■ PROVIDED RECORDS ■
== == ==

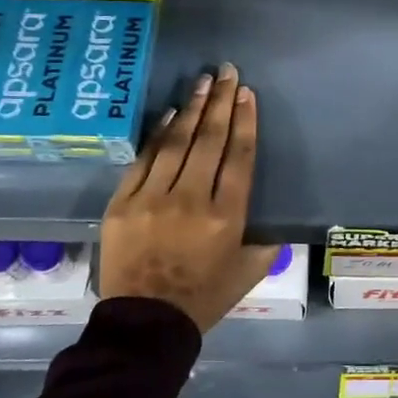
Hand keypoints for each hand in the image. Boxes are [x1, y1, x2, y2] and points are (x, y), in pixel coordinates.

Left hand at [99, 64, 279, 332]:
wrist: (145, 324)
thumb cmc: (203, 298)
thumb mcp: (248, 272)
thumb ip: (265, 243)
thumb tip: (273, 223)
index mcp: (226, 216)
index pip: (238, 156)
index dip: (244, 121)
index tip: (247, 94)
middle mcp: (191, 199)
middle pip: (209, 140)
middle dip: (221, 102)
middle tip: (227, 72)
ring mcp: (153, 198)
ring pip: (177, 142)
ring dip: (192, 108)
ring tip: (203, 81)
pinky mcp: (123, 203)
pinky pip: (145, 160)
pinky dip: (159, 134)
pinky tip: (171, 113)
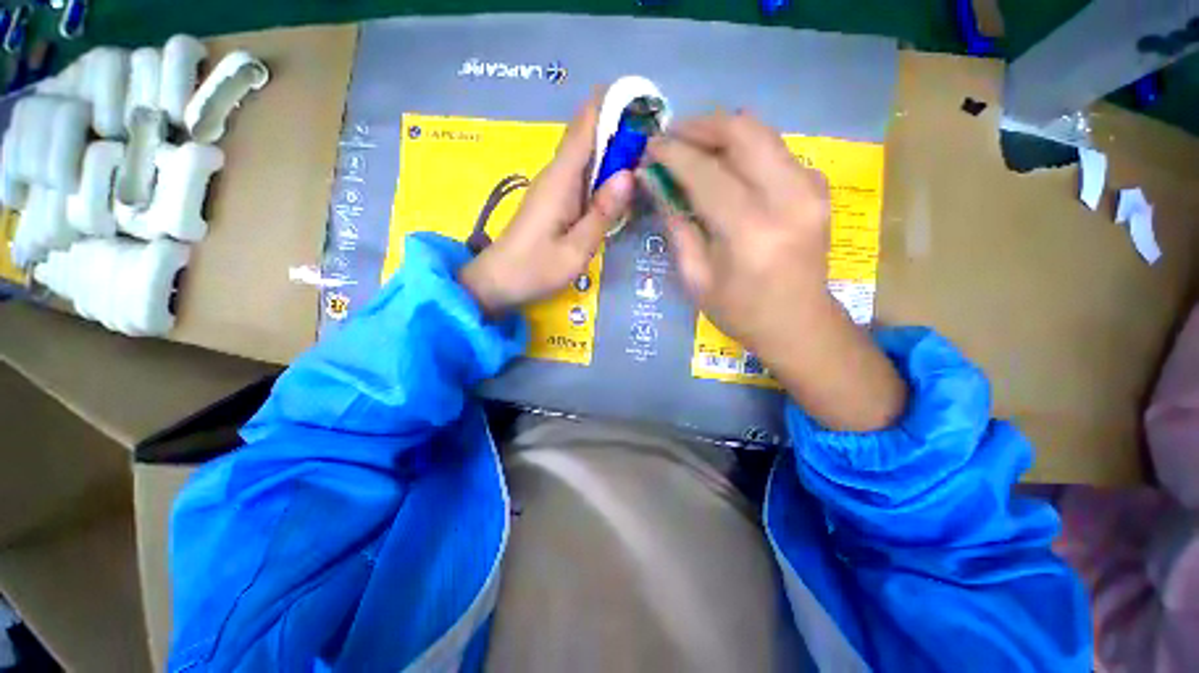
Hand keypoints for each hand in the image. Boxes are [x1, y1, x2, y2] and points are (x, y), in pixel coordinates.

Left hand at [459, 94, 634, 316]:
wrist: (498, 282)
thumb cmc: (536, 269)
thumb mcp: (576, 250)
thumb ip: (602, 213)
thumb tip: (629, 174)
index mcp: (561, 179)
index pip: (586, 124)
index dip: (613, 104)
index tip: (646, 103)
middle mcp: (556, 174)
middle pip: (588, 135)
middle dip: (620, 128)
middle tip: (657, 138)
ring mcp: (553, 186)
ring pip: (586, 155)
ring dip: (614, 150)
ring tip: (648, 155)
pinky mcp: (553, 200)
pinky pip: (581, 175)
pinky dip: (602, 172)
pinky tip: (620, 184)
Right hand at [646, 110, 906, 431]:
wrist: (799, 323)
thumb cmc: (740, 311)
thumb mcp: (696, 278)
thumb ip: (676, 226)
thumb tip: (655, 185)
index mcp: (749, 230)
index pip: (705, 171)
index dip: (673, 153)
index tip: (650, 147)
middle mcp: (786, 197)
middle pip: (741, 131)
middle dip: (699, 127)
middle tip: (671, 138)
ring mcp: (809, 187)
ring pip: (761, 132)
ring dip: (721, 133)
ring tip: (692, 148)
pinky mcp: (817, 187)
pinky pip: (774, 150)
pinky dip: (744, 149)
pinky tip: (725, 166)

== == ==

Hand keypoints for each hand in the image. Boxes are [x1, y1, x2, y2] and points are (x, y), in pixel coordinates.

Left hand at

== == ==

Leave out every picture, and copy exactly the lines above starting at the one holding "middle pip: (209, 140)" and ending at the one holding "thumb cmc: (536, 269)", no more and no less.

middle pip: (209, 140)
middle dip: (221, 102)
middle tip: (227, 72)
ring mcp: (153, 198)
ring pip: (177, 142)
ring dip: (192, 108)
ring tip: (203, 81)
pinky mcp: (123, 203)
pinky pip: (145, 160)
pinky dip: (159, 134)
pinky tip: (171, 113)
Hand keypoints for each hand in the image. Boxes are [x1, y1, x2, y2] and points are (x, y), in pixel coordinates.

Left hand at [459, 94, 634, 316]:
wrist: (498, 282)
thumb cmc: (536, 269)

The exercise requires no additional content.